Verantwortlich für die vielen getöteten Medienschaffenden ist vor allem die Art der israelischen Kriegsführung. Das israelische Militär spricht zwar von gezielten Schlägen gegen die Hamas und deren Infrastruktur, allerdings werden bei den Bombardierungen sehr viele Zivilistinnen und Zivilisten, darunter viele Medienschaffende, getötet. RSF und anderen Organisationen liegen zudem Informationen vor, die nahelegen, dass das israelische Militär Journalistinnen und Journalisten gezielt ins Visier nimmt.
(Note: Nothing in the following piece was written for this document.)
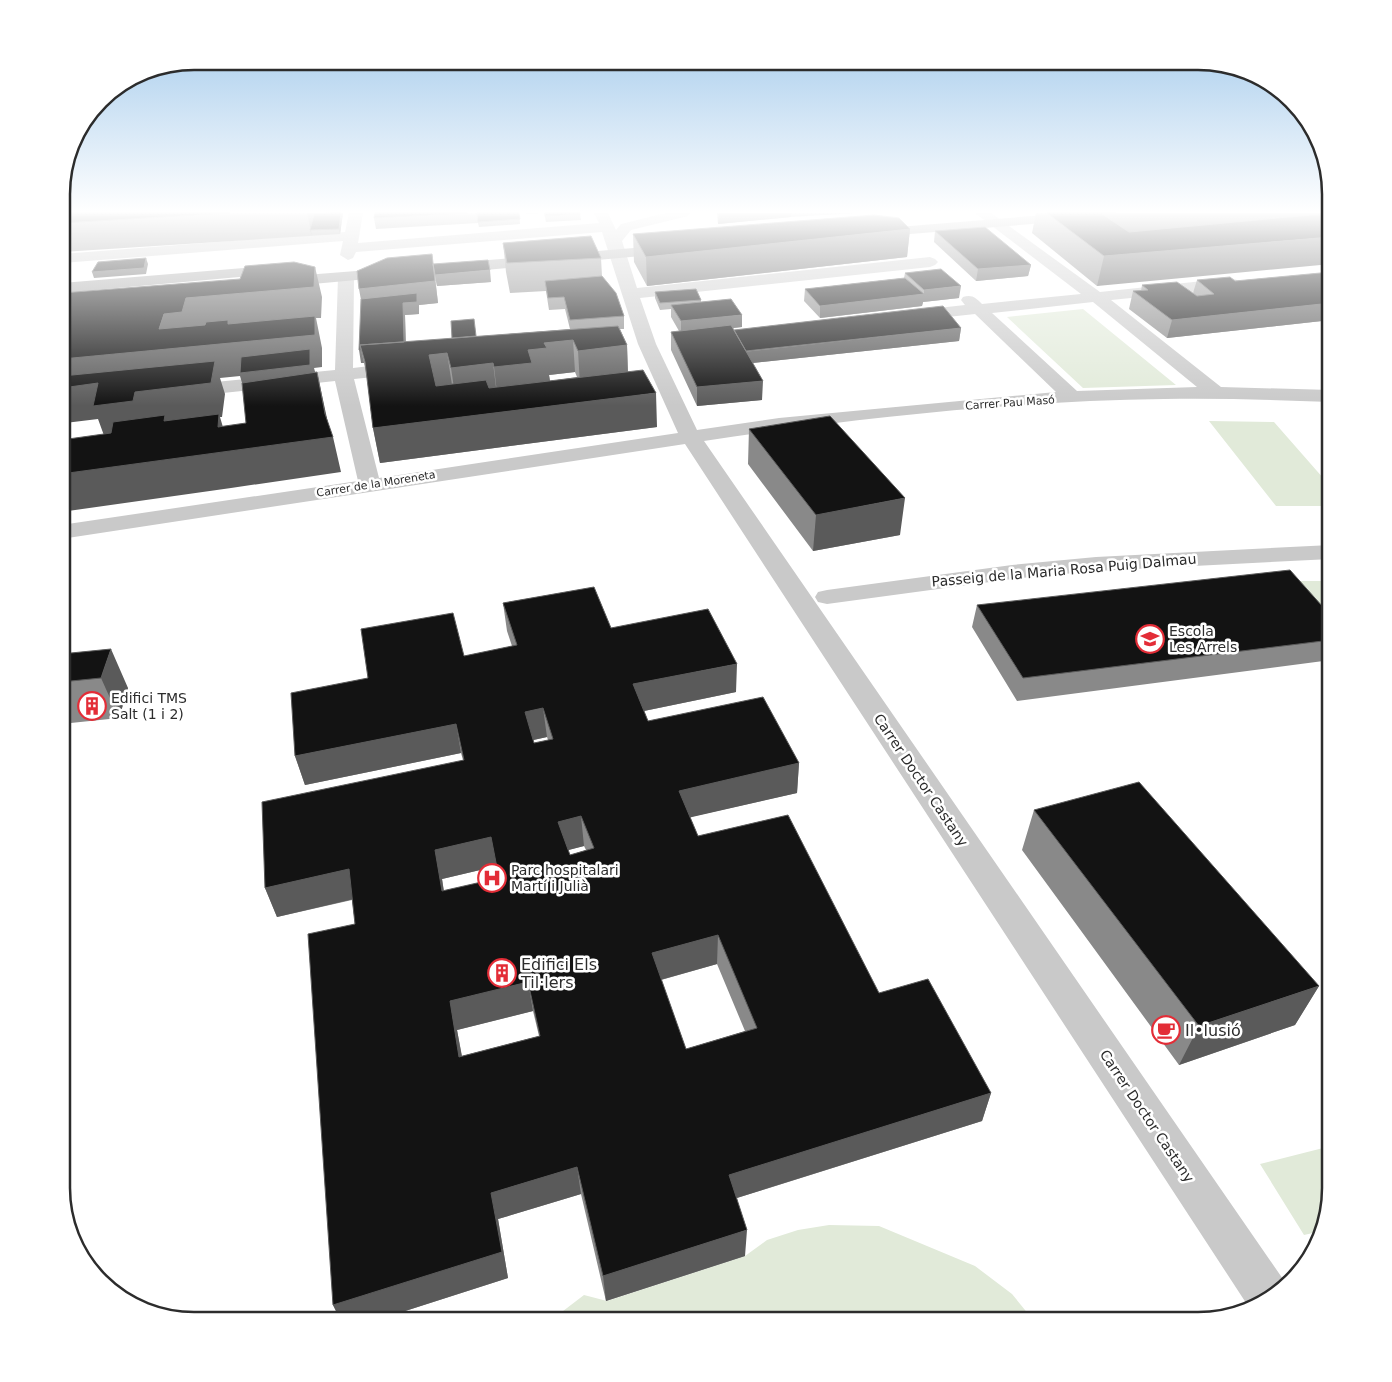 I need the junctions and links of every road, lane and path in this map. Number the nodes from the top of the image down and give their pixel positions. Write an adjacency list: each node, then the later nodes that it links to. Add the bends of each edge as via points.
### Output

Der Gazastreifen ist abgeriegelt, kein Journalist und keine Journalistin kann das Gebiet ohne Genehmigung verlassen.

Wie viele Medienschaffende sind getötet worden?

Seit dem Massaker der Hamas und dem Beginn der israelischen Bombardierungen sind nach RSF-Recherchen insgesamt mehr als 140 Medienschaffende im Gazastreifen, vier in Israel und drei im Libanon getötet worden. In 38 Fällen konnte RSF mit hinreichender Sicherheit feststellen, dass Medienschaffende im Zusammenhang mit ihrer journalistischen Arbeit getötet wurden – 34 im Gazastreifen, drei im Libanon und einer in Israel. Diese Getöteten führt RSF gemäß dem Mandat der Organisation im RSF-Barometer der Pressefreiheit (Stand der Zahlen: 7. November 2024). RSF veröffentlicht Informationen, sobald sie verifiziert werden konnten. Angesichts der katastrophalen Lage vor Ort ist das teils sehr langwierig.

Wie viele Journalistinnen und Reporter verletzt oder verwundet wurden, erhebt RSF nicht, dokumentiert aber Berichte dazu. So wurde etwa die langjährige RSF-Korrespondentin in Gaza, Ola al-Zaanoun, am Bein verletzt, als sie im Süden des Gazastreifens vor einem israelischen Luftangriff floh.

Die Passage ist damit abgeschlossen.